By many measures, the stock and bond markets have rarely been more expensive and more stable, and that has me worried. High-yield bonds and mortgage-backed securities are both trading near their narrowest-ever spreads relative to Treasurys, and they have been hovering around these levels for months. At the same time, U.S. stock market indexes are continuing to make new highs while the Chicago Board Options Exchange Volatility Index (VIX), which measures option-implied S&P 500 volatility, is near its lowest level since 1993. The amount of complacency built into the markets argues for caution.

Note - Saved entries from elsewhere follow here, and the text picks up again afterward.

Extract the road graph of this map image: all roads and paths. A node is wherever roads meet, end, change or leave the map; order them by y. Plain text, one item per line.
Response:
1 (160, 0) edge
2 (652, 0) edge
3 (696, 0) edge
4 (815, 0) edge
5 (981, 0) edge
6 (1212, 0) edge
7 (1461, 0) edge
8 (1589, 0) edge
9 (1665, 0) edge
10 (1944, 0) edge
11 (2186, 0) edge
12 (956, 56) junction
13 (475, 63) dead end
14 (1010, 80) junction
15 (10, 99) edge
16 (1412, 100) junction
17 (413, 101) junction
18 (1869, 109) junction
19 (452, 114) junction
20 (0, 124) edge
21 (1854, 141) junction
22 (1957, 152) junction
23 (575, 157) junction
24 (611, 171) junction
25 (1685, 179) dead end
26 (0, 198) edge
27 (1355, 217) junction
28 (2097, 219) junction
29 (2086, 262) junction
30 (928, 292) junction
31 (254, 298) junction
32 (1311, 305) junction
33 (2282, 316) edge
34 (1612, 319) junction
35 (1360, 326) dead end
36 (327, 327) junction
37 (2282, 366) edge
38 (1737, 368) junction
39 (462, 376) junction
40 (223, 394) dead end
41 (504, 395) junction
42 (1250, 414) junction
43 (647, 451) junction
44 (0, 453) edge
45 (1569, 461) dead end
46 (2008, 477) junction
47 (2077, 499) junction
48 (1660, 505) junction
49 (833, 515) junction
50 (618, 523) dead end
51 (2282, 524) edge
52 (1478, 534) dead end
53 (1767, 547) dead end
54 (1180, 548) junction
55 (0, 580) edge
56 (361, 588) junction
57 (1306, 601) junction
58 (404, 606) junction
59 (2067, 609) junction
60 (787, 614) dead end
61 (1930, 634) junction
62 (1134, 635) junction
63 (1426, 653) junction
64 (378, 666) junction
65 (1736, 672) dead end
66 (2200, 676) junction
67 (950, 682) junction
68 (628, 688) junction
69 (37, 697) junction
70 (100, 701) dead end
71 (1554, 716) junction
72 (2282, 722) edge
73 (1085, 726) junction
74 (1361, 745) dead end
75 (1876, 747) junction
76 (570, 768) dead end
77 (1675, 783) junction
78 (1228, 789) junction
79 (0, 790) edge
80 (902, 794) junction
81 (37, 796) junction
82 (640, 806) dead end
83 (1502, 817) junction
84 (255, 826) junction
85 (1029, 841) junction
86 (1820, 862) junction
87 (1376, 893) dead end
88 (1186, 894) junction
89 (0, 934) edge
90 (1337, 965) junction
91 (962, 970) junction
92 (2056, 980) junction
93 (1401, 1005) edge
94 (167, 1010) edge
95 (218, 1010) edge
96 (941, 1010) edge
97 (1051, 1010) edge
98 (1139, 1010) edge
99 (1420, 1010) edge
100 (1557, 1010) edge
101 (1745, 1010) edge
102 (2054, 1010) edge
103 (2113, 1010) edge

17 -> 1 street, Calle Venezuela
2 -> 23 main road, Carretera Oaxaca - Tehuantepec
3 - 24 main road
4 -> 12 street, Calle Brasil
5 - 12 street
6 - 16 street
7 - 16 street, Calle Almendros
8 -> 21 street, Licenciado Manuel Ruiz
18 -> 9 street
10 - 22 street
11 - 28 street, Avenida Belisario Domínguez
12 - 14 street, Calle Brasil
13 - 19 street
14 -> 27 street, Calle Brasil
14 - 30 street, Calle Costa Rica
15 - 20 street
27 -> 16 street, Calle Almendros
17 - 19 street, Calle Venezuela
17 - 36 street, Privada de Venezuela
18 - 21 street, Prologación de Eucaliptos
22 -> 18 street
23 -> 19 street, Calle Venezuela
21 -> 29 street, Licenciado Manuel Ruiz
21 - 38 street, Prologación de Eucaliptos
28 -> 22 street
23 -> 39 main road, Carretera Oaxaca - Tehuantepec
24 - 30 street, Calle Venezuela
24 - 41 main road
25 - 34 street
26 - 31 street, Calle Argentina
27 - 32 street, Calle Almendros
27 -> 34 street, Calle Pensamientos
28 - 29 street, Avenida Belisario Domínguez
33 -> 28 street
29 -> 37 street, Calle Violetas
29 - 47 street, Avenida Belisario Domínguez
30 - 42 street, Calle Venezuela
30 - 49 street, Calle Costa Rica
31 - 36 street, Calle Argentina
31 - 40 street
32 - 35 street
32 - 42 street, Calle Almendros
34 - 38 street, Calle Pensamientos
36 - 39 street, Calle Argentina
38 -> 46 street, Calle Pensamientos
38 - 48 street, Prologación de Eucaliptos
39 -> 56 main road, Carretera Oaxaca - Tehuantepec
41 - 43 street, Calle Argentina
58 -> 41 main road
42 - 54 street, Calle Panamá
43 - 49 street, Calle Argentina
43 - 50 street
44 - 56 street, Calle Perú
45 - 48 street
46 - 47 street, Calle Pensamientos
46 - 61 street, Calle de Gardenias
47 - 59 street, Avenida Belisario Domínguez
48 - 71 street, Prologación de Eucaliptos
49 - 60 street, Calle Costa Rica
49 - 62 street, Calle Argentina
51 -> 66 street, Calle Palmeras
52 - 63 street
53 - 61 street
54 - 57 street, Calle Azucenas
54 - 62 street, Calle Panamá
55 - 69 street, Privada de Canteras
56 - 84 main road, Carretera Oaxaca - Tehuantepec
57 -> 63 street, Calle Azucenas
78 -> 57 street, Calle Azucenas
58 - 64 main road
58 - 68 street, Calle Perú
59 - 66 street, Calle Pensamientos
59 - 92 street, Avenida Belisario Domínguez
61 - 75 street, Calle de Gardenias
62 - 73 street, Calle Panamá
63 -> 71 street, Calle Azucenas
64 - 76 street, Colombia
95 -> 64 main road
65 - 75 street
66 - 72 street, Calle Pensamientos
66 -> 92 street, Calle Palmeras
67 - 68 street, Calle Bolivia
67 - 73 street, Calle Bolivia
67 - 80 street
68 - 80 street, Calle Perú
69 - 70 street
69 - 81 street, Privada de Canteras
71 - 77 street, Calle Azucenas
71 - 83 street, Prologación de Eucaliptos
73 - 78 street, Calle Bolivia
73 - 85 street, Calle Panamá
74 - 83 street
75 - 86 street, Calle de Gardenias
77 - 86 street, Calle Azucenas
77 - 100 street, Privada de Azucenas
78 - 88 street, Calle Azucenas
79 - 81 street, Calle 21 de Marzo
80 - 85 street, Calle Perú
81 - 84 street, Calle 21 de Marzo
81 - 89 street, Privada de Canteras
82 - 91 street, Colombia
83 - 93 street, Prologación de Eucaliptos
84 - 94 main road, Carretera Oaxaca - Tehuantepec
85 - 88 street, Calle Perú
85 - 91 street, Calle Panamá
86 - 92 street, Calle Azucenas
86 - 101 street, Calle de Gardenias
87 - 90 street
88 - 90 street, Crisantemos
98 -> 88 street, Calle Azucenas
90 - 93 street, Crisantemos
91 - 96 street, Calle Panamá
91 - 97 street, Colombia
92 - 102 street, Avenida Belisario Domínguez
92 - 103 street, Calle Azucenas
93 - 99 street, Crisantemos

Plenty of events clustered around this summer and fall could potentially spell disappointment for the markets. In Europe, Emmanuel Macron may have handily won the presidential election in France, but there remains the French parliamentary elections next week. These elections may result in what the French call “cohabitation,” a term that describes when the president and the majority of the members of the French parliament represent two different parties, which has not happened in France since the 1997 election. Meanwhile, the U.K. election results have hobbled Theresa May’s mandate and created a cloud of uncertainty over the timing and direction of Brexit negotiations. German federal elections, due to take place in September, will test Angela Merkel’s conservative bloc.
In Washington, the focus is on the Senate version of the healthcare bill, which is unlikely to be finalized before the August recess. This delay could push back the timeline for enacting tax reform to 2018. This says nothing of the political uncertainty in Russia, North Korea, or in the Middle East.
As this realization settles in, I think some of the hope underpinning the markets will slowly erode this summer. History suggests that there is a high likelihood we will get some sort of shock in the second half of the year, which would lead to tightening financial conditions and widening credit spreads. I have seen it happen a number of times in my career: The stock market crash of 1987 and the Asian crisis in 1998 were both unexpected events late in a lengthy economic expansion that led to a brief but violent repricing of risk assets. Both events, however, were followed by at least two more years of an expanding economy.
Today we are on pace to set a record for the longest expansion in U.S. history, thanks in large part to the slow post-crisis recovery and accommodative monetary policy. The current upward slope of the yield curve offers no indication that it will end soon, but eventually it will, given the Federal Reserve’s indications that further tightening is needed. I believe we will see two more rate hikes in 2017, the next one occurring later this month, and at least three increases in 2018. I also expect that the Fed will announce in September a change to its balance sheet strategy that will involve a gradual tapering of reinvestments in 2018. This should put upward pressure on yields at the short end and the belly of the curve, where most of the new Treasury issuance is likely to come.
Even as conditions call for a healthy dose of caution, there is no need to panic longer term. There is still significant ongoing stimulus coming from the European Central Bank and the Bank of Japan.
The combination of these conditions argues for taking certain near-term portfolio actions. Investors should consider upgrading credit quality whenever possible while reducing exposure to high-yield bonds and stocks. Holding some dry powder* for opportunities that should arise amid a pickup in volatility later this year would be a wise move. With spreads near record tights, fixed-income investors simply are not being compensated for the risk they incur in the hunt for yield. Investors should remain disciplined and not chase returns now. It may not be the most exciting message, but no one ever took a loss by booking a gain.
As I see more life left in this economic expansion, I believe there will be opportunities later in the year to make up for any near-term underperformance. The coming correction might not happen tomorrow, but current conditions bring to mind the legendary response of Baron Rothschild, who, when asked the secret of his great wealth, said he made his fortune by selling early. It might be wise to follow Baron Rothschild’s example and take some chips off the table.
*“Dry powder” refers to highly liquid assets, such as cash or money market instruments, that can be invested when more attractive investment opportunities arise.